(What the task asks): Return the following data exactly, with all pictures left out.

*** Record excerpts Section Begins ***

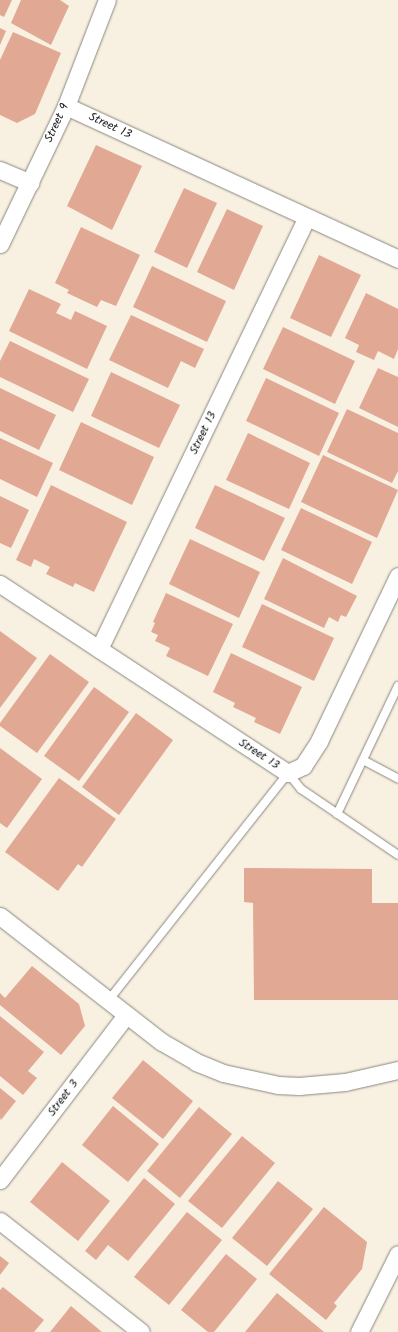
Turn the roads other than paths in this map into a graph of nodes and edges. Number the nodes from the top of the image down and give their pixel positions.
1 (108, 0) edge
2 (66, 106) junction
3 (0, 170) edge
4 (30, 183) junction
5 (307, 217) junction
6 (0, 244) edge
7 (398, 258) edge
8 (398, 576) edge
9 (0, 584) edge
10 (99, 649) junction
11 (398, 686) edge
12 (363, 760) junction
13 (288, 773) junction
14 (398, 779) edge
15 (337, 814) junction
16 (398, 855) edge
17 (0, 916) edge
18 (108, 1001) junction
19 (126, 1016) junction
20 (398, 1070) edge
21 (0, 1180) edge
22 (0, 1221) edge
23 (398, 1254) edge
24 (141, 1332) edge
25 (359, 1332) edge

1 - 2 street, Street 9
2 - 4 street, Street 9
2 - 5 street, Street 13
3 - 4 street
4 - 6 street, Street 9
5 - 7 street, Street 13
5 - 10 street, Street 13
8 - 13 street, Street 13
9 - 10 street, Street 13
10 - 13 street, Street 13
11 - 12 lane
12 - 14 lane
12 - 15 lane
13 - 15 lane
13 - 18 lane
15 - 16 lane
17 - 18 street
18 - 19 street
19 - 20 street
19 - 21 street, Street 3
22 - 24 street
23 - 25 street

*** Record excerpts Section Ends ***

(Task answer):
Turn the roads other than paths in this map into a graph of nodes and edges. Number the nodes from the top of the image down and give their pixel positions.
1 (108, 0) edge
2 (66, 106) junction
3 (0, 170) edge
4 (30, 183) junction
5 (307, 217) junction
6 (0, 244) edge
7 (398, 258) edge
8 (398, 576) edge
9 (0, 584) edge
10 (99, 649) junction
11 (398, 686) edge
12 (363, 760) junction
13 (288, 773) junction
14 (398, 779) edge
15 (337, 814) junction
16 (398, 855) edge
17 (0, 916) edge
18 (108, 1001) junction
19 (126, 1016) junction
20 (398, 1070) edge
21 (0, 1180) edge
22 (0, 1221) edge
23 (398, 1254) edge
24 (141, 1332) edge
25 (359, 1332) edge

1 - 2 street, Street 9
2 - 4 street, Street 9
2 - 5 street, Street 13
3 - 4 street
4 - 6 street, Street 9
5 - 7 street, Street 13
5 - 10 street, Street 13
8 - 13 street, Street 13
9 - 10 street, Street 13
10 - 13 street, Street 13
11 - 12 lane
12 - 14 lane
12 - 15 lane
13 - 15 lane
13 - 18 lane
15 - 16 lane
17 - 18 street
18 - 19 street
19 - 20 street
19 - 21 street, Street 3
22 - 24 street
23 - 25 street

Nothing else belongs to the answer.